▶ **Task material**
- - -

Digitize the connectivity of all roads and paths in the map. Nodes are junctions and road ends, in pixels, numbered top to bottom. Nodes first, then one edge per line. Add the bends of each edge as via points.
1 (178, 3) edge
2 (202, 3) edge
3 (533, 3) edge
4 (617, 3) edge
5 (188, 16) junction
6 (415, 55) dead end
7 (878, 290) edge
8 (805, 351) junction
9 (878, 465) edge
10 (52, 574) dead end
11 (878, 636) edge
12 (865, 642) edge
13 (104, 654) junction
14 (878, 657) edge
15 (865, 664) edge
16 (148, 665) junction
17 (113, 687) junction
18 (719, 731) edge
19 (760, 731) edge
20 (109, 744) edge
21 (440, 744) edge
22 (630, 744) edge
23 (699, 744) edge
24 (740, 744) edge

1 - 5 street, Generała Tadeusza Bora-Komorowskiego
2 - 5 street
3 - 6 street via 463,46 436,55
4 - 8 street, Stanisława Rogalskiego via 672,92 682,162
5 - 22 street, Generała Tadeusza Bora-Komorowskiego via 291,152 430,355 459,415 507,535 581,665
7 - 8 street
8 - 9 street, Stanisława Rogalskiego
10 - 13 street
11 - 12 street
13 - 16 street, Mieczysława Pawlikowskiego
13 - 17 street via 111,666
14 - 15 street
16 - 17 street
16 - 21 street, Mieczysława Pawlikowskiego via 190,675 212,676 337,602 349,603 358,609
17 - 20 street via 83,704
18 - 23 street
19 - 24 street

- - -

▶ **Your instructions**
Nothing in the data may be left out. Copy all of it exactly.

▶ **Answer below**
Digitize the connectivity of all roads and paths in the map. Nodes are junctions and road ends, in pixels, numbered top to bottom. Nodes first, then one edge per line. Add the bends of each edge as via points.
1 (178, 3) edge
2 (202, 3) edge
3 (533, 3) edge
4 (617, 3) edge
5 (188, 16) junction
6 (415, 55) dead end
7 (878, 290) edge
8 (805, 351) junction
9 (878, 465) edge
10 (52, 574) dead end
11 (878, 636) edge
12 (865, 642) edge
13 (104, 654) junction
14 (878, 657) edge
15 (865, 664) edge
16 (148, 665) junction
17 (113, 687) junction
18 (719, 731) edge
19 (760, 731) edge
20 (109, 744) edge
21 (440, 744) edge
22 (630, 744) edge
23 (699, 744) edge
24 (740, 744) edge

1 - 5 street, Generała Tadeusza Bora-Komorowskiego
2 - 5 street
3 - 6 street via 463,46 436,55
4 - 8 street, Stanisława Rogalskiego via 672,92 682,162
5 - 22 street, Generała Tadeusza Bora-Komorowskiego via 291,152 430,355 459,415 507,535 581,665
7 - 8 street
8 - 9 street, Stanisława Rogalskiego
10 - 13 street
11 - 12 street
13 - 16 street, Mieczysława Pawlikowskiego
13 - 17 street via 111,666
14 - 15 street
16 - 17 street
16 - 21 street, Mieczysława Pawlikowskiego via 190,675 212,676 337,602 349,603 358,609
17 - 20 street via 83,704
18 - 23 street
19 - 24 street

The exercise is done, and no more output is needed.